• [Work task] Search the data for "names". Return each matching line.

*** Data shown

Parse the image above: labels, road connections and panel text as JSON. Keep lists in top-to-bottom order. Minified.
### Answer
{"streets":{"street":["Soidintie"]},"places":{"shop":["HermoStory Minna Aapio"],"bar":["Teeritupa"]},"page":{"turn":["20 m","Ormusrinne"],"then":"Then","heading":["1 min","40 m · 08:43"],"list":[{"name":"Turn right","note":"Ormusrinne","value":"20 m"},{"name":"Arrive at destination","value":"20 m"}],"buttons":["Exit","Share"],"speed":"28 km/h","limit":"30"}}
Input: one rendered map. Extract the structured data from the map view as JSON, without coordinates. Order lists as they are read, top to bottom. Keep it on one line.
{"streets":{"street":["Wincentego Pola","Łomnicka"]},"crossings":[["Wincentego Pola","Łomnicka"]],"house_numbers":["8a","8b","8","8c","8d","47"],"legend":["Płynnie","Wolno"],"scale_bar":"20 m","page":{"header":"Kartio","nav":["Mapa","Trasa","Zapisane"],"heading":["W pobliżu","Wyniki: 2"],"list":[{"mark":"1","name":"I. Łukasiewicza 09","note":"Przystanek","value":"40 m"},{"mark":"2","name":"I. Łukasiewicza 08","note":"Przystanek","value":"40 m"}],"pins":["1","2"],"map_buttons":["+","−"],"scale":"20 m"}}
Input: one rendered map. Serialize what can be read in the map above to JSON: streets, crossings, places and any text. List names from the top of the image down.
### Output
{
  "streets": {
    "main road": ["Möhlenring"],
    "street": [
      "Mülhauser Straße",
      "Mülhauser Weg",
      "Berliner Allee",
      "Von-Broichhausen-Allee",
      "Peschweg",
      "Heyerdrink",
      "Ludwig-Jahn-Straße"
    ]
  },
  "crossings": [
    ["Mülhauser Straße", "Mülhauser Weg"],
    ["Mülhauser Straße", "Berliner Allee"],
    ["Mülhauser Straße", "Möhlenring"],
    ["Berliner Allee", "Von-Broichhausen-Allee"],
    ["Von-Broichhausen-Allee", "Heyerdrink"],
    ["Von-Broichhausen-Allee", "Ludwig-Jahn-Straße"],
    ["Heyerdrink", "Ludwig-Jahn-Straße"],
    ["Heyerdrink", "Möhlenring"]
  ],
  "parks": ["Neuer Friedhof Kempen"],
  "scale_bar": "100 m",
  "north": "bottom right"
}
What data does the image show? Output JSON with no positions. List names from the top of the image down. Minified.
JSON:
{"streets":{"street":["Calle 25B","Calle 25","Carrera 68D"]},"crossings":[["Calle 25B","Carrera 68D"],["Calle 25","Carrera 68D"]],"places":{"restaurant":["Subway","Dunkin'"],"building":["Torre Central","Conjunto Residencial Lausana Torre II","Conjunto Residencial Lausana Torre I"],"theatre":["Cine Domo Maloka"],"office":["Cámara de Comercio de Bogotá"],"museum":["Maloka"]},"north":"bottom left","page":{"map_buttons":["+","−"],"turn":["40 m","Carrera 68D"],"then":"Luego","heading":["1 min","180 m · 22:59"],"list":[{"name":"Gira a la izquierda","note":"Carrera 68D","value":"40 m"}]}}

******

• [Result of the task]
Input: one rendered map. Serialize what can be read in the map above to JSON: streets, crossings, places and any text. List names from the top of the image down.
What data does the image show? Output JSON with no positions. List names from the top of the image down. Minified.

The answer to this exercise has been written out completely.